Su hijo, Ronaldo Salgado, exigió una investigación independiente y pidió que su padre no sea reducido a una estadística más de la política migratoria estadounidense.
“No merecía morir ese día; merecía vivir una vida tranquila como esposo, como padre y como trabajador”, expresó durante una conferencia de prensa en Houston, acompañado de familiares, activistas y legisladores locales.
De acuerdo con el testimonio de la familia, Lorenzo se dedicaba a la construcción, llevaba décadas viviendo en Estados Unidos y esa mañana iba en una camioneta junto con otros tres trabajadores rumbo a una obra. Su hijo relató que el vehículo fue rodeado por unidades no identificadas y que su padre pudo haber sentido temor al no saber que se trataba de agentes federales.
La versión oficial del Departamento de Seguridad Nacional, dependencia que supervisa al ICE, sostiene que Lorenzo intentó evadir el arresto, embistió un vehículo oficial y trató de atropellar a un agente, por lo que este disparó en defensa propia. Sin embargo, familiares y organizaciones defensoras de migrantes cuestionan esa explicación y exigen que se publiquen videos, grabaciones y toda la evidencia del operativo.

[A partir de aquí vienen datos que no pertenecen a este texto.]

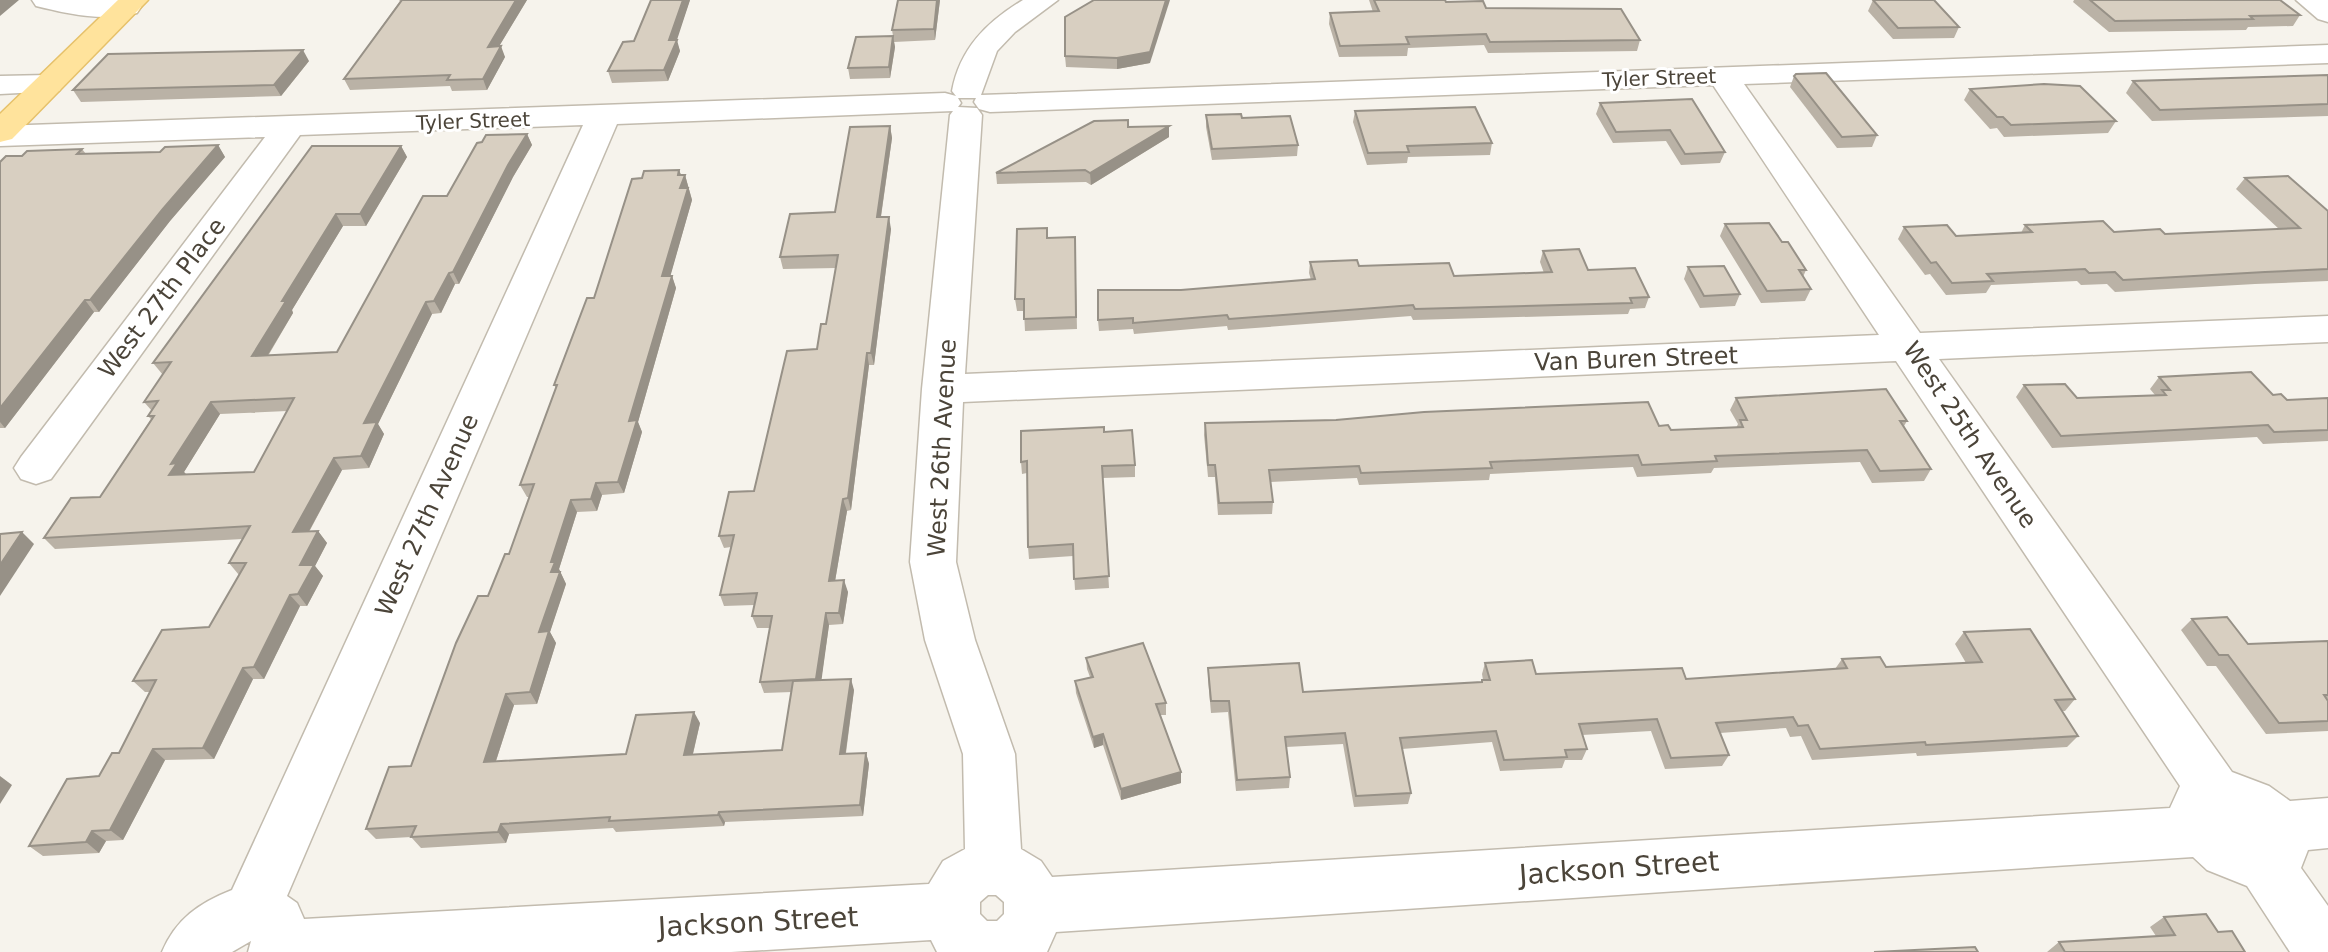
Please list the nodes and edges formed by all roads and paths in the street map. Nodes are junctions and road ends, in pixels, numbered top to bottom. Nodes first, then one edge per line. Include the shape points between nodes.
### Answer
1 (46, 0) edge
2 (1044, 0) edge
3 (2310, 0) edge
4 (130, 3) edge
5 (2328, 13) edge
6 (2328, 54) edge
7 (1722, 76) junction
8 (48, 84) junction
9 (0, 85) edge
10 (967, 103) junction
11 (604, 116) junction
12 (289, 127) junction
13 (0, 134) edge
14 (2328, 329) edge
15 (1910, 347) junction
16 (943, 389) junction
17 (36, 468) dead end
18 (2210, 812) junction
19 (2289, 837) edge
20 (1014, 887) junction
21 (951, 911) junction
22 (268, 938) edge
23 (992, 951) edge
24 (192, 952) edge
25 (2325, 952) edge

1 - 4 street via 79,8
2 - 10 street, West 26th Avenue via 990,38 977,56
3 - 5 street
4 - 8 main road
6 - 7 street, Tyler Street
7 - 10 street, Tyler Street
7 - 15 street, West 25th Avenue
8 - 9 street
8 - 13 main road
10 - 11 street, Tyler Street
10 - 16 street, West 26th Avenue
11 - 12 street, Tyler Street
11 - 22 street, West 27th Avenue
12 - 13 street, Tyler Street
12 - 17 street, West 27th Place
14 - 15 street, Van Buren Street
15 - 16 street, Van Buren Street
15 - 18 street, West 25th Avenue
16 - 20 street, West 26th Avenue via 933,562 950,640 989,754
18 - 19 street via 2230,795 2251,804
18 - 20 street, Jackson Street
19 - 25 street
20 - 21 street via 966,880
20 - 23 street via 1030,924 1020,937
21 - 22 street, Jackson Street
21 - 23 street via 961,939
22 - 24 street, Jackson Street via 220,924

Hasta ahora, las autoridades federales no han difundido imágenes del momento del disparo. También se informó que los tres hombres que viajaban con Lorenzo fueron detenidos por agentes migratorios.

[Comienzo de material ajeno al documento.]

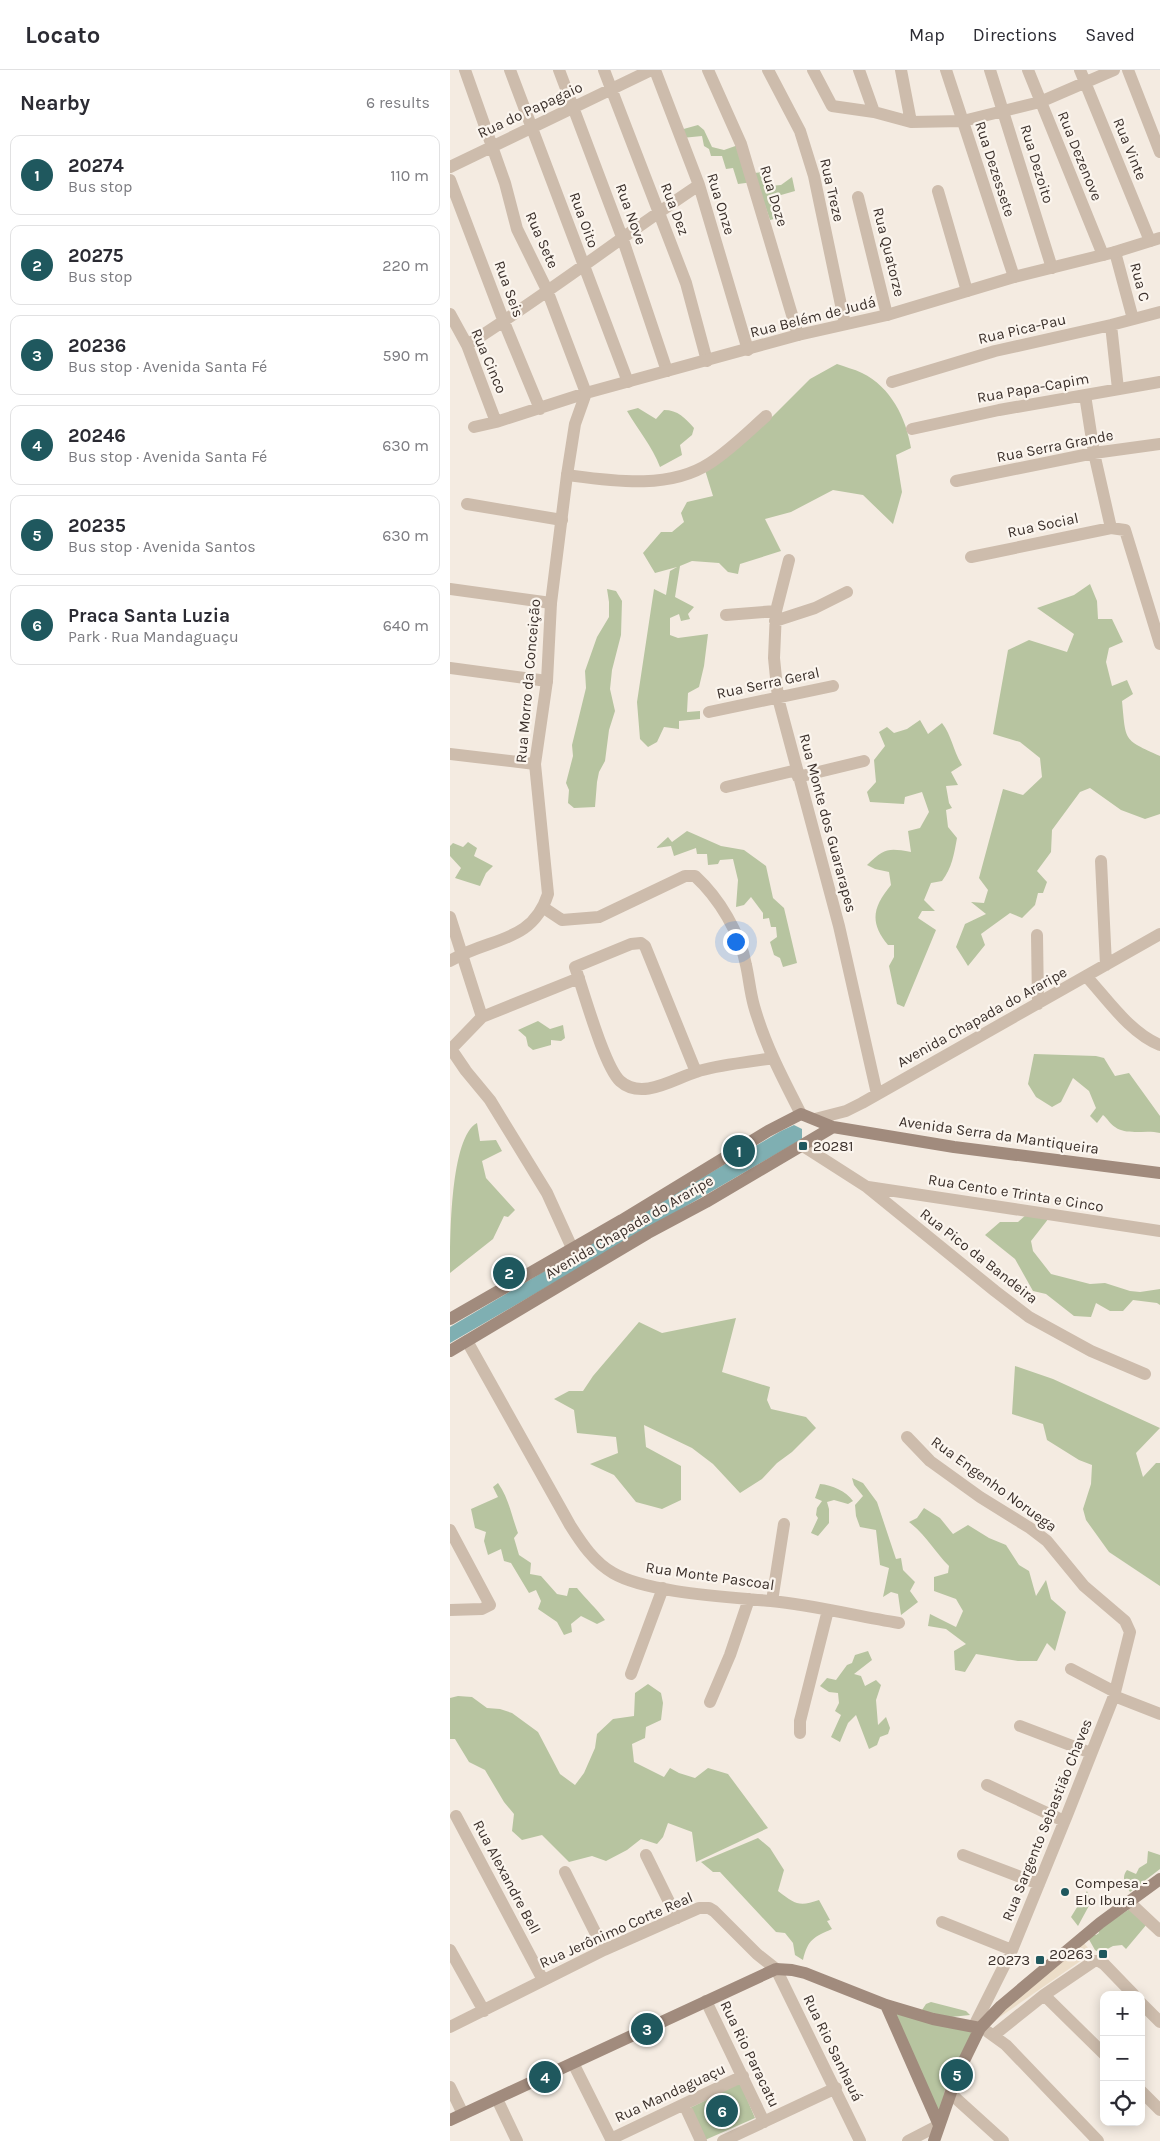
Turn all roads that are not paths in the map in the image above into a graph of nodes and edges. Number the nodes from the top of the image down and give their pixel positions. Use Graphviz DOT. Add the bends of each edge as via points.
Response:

La familia sostiene que Lorenzo no era un criminal, sino un trabajador que buscaba regularizar su situación migratoria. Según sus hijos, llevaba casi 35 años en Estados Unidos, había iniciado trámites para obtener un permiso laboral y no contaba con condenas penales.
El caso provocó protestas en Houston, particularmente en Magnolia Park, una comunidad históricamente mexicana y latina. Vecinos, activistas y organizaciones civiles salieron a las calles para exigir justicia, transparencia y una investigación fuera del control del ICE.
En México, el gobierno federal anunció que tomará medidas jurídicas por la muerte de Lorenzo Salgado Araujo y por otros casos de connacionales fallecidos bajo custodia o durante operativos migratorios en Estados Unidos.
El secretario de Relaciones Exteriores, Roberto Velasco, informó que la Cancillería solicitará apoyo a la Fiscalía General de la República para presentar denuncias formales ante fiscalías estatales y ante el Departamento de Justicia de Estados Unidos contra quien resulte responsable.
De acuerdo con la SRE, 17 personas mexicanas han muerto en acciones relacionadas con ICE: 14 en centros de detención y tres durante operativos. Además, el gobierno mexicano anunció acompañamiento legal y humanitario para las familias, así como acciones civiles contra empresas que operan centros de detención migratoria.
La familia de Lorenzo insiste en que no busca solo una explicación oficial, sino verdad y justicia.
“Quiero que el mundo conozca a mi padre no como un migrante baleado por ICE, sino como un hombre de familia”, dijo su hijo.
Lorenzo Salgado Araujo salió a trabajar. No volvió a casa.